They took off, I kept walking, taking it slow, looking around as well as I went. It was becoming dark, though the process seemed slower than it did in Adrilankha. Probably my imagination.

“Nothing so far, Boss. Think we should go back to where we arrived here and see if we can get back?”

“Think you can find it?”

“Not sure.”

“Let’s stay with this for a while longer.”

My mind kept coming back to Dark Water, and trying to make sense of the river having something to do with it—the cave emerging right on its bank had to mean something. Well, probably meant something. Might mean something.

One of the dangers in trying to solve riddles is a temptation to force answers where they don’t belong because things would look neat and pretty that way. I’d been aware of this since I started exploring the manor, but I kept falling into it, or nearly falling into it, anyway.

I made a point to note the softness of the ground, the sounds (more varied than near the ocean-sea, with the lapping of the water only the smallest part), and the complex mix of scents, with the smell of fish predominating.

I hadn’t walked that far from the cave—half a mile at the most, perhaps less—when I came to a curving bridge made of stone and wood. I crossed it, and continued in the same direction I’d been going. A few minutes later, Loiosh said, “Boss? There are buildings, people.”

“Where?”

“Just ahead of you. You’ll reach them in a few minutes.”

“Anything obviously threatening?”

“You mean, are there a bunch of Dragonlords hiding behind a wall looking like they want to jump out and cut you to pieces? No. I’d have mentioned that.”

“Sorry.”

A few steps later, following the river around a bend, I saw lights. There was a road not far from the river, so I followed it into the village. For reasons that I’m sure would make perfect sense if I knew more, the village was built on one of the steeper hillsides, rather than the relatively flat areas nearby. There were a couple of dark structures right on the bank, and a small pier, although no boat, extending out into the river itself.

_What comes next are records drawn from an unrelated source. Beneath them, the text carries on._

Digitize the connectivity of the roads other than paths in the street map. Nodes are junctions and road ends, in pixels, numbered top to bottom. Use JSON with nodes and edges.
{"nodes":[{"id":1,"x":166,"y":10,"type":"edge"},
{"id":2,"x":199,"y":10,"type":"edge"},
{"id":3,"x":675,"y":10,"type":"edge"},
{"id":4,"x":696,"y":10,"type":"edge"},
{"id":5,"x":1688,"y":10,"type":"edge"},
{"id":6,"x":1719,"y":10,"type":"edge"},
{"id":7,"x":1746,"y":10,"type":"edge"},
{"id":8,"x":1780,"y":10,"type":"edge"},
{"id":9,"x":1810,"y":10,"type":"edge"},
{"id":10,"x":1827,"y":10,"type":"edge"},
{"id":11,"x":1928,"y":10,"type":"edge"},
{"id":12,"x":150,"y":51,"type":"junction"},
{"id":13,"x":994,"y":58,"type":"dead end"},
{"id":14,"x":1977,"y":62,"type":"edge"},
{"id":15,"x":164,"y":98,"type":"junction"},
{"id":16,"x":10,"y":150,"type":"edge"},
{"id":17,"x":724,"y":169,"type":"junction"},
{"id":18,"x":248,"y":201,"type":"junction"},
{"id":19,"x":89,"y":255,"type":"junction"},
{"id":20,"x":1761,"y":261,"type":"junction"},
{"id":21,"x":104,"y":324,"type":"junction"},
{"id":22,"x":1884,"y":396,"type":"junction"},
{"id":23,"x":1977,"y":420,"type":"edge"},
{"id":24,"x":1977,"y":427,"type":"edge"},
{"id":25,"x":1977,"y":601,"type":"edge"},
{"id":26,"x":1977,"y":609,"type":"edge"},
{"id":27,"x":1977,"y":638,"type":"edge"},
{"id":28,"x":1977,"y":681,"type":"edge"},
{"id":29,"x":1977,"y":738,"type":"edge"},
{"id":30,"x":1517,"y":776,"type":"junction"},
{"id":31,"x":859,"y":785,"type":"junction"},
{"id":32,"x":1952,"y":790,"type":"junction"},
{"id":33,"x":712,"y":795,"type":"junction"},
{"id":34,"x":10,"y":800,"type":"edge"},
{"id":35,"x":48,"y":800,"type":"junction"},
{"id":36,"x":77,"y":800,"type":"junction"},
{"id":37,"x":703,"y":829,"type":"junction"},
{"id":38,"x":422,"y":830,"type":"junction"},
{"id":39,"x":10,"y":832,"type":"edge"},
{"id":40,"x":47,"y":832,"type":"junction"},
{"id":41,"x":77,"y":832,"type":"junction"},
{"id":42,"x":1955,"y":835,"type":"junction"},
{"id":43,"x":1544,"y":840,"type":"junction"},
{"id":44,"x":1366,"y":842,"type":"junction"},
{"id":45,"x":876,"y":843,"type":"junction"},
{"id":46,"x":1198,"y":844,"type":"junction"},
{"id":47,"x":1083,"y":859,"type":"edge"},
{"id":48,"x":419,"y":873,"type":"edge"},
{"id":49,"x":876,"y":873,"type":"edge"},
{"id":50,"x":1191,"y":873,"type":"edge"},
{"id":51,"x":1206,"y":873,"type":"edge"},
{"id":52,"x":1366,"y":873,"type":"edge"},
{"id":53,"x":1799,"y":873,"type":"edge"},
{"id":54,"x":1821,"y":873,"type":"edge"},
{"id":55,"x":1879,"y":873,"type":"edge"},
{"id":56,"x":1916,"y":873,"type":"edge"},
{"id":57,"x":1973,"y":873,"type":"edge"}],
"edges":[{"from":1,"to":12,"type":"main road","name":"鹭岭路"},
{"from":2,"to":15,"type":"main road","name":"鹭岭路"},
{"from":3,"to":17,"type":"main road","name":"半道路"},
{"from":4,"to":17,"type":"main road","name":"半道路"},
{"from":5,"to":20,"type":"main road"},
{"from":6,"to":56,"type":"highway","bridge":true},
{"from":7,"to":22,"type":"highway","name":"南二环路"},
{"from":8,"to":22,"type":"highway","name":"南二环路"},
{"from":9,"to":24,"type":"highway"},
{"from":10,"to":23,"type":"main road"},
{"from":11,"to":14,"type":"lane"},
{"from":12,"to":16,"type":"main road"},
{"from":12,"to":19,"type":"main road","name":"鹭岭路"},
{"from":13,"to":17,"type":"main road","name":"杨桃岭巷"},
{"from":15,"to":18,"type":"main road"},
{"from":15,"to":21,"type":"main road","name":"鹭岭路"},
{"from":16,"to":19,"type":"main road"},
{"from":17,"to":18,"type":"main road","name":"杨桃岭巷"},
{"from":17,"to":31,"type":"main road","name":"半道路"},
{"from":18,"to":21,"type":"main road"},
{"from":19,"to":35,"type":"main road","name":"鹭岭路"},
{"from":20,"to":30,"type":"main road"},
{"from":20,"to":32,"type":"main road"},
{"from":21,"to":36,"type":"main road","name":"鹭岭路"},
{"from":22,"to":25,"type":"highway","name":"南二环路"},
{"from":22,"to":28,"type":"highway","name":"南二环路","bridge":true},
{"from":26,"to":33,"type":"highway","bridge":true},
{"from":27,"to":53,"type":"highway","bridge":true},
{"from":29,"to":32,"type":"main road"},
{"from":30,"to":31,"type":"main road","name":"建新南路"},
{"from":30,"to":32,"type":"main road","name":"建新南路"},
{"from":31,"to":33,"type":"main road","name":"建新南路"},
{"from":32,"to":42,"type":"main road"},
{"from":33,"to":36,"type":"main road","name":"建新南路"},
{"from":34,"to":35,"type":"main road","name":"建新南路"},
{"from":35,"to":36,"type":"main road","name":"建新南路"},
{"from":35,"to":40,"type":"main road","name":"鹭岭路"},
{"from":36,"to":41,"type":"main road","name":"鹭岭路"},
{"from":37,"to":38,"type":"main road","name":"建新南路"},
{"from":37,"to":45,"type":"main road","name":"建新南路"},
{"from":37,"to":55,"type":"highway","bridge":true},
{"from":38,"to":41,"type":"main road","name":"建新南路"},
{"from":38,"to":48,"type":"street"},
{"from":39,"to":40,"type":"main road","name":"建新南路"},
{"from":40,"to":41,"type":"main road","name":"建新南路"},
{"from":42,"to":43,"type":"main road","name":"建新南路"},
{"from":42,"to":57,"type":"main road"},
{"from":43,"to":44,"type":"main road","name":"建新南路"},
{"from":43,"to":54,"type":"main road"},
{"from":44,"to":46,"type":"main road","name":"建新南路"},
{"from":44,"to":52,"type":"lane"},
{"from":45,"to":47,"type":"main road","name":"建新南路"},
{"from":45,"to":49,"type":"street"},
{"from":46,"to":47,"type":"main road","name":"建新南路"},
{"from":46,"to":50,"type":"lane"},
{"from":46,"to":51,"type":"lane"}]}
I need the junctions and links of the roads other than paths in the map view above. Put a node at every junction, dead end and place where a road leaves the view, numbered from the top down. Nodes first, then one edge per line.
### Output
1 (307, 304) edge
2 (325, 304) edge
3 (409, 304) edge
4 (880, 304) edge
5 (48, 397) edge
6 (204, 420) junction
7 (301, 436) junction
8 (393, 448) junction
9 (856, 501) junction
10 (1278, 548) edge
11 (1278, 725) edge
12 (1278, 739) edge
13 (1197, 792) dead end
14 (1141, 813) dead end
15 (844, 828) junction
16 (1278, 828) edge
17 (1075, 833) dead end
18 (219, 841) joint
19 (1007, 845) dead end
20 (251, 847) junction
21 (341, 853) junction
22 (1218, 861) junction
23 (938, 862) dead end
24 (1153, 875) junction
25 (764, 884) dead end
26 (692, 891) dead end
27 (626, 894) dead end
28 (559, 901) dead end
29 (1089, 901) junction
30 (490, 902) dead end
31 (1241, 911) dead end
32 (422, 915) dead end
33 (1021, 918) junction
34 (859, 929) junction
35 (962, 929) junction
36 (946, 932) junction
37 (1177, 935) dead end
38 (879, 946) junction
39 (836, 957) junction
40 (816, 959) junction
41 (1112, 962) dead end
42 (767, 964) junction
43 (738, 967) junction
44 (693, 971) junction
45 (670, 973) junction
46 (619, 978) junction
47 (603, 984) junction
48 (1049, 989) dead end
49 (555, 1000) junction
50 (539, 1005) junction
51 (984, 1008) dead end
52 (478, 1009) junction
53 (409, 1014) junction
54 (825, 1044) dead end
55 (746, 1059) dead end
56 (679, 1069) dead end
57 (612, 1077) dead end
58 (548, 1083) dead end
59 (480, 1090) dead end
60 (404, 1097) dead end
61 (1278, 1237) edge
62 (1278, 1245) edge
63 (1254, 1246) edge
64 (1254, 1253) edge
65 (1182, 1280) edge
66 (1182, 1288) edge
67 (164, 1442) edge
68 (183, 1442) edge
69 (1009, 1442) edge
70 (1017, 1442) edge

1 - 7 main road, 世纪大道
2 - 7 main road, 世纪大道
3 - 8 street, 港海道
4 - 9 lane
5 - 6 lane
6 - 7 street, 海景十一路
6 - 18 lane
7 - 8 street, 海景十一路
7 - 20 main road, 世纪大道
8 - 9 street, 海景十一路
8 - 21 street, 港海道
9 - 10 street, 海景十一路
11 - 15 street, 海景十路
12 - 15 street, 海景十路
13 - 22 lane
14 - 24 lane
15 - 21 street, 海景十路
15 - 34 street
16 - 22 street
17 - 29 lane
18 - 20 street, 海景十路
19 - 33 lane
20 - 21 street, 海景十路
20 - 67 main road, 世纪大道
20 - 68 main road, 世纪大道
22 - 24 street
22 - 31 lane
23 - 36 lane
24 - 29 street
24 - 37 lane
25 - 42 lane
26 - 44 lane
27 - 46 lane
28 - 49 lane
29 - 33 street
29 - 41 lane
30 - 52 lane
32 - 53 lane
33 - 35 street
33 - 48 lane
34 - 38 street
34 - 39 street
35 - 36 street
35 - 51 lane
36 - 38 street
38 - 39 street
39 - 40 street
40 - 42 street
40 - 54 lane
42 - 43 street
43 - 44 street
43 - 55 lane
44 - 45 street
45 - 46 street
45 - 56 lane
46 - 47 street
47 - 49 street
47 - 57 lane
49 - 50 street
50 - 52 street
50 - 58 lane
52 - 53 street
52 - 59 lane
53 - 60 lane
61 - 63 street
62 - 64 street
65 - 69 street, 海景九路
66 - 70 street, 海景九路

The other structures were placed at various points up the hill, purely by chance as far as I could tell. Most of them were dark; a few showed faint flickering light, like maybe a candle was going, or there were the embers of a fire. The one exception was about halfway up: there was a lot of light coming from it, and as I got closer I saw there was a sign hanging in front of it, though I couldn’t read the sign at all. But I know what a peasant inn looks like; I’ve been in enough of them over the last few years.

I made my way up without meeting anyone. Now I could see the sign well enough to identify a painted ring of gemstones: diamond, ruby, emerald, sapphire, opal, pearl, and another one that I think was supposed to be a beryl. The paint was fresh enough to make me think it was renewed often, which meant the house was prosperous.

As I reached the door, Loiosh said, “With you, or wait out here, Boss?”

That was always the question. Walk in to a Teckla public house with two jhereg on my shoulders, or without? Intimidate, or try to go for the harmless and friendly approach?

“Windows?”

“Plenty of them.”

“Then wait outside for now.”

He didn’t say anything. I knew he didn’t like it, and he knew I knew, and he accepted it as part of the job.

I opened the door slowly, entered, and tried to make myself small. The place wasn’t as big as I thought it would be, so it probably had back rooms. There were about a dozen tables of various sizes and different kinds of construction, and what decoration there was consisted of poor-quality landscape drawings: a coastal scene, rolling hills with sheep, mountains. The kind of art you like if you want to be anywhere but where you are. At the back was a small stage, hardly big enough for two people to stand on, and I suddenly thought of Sara.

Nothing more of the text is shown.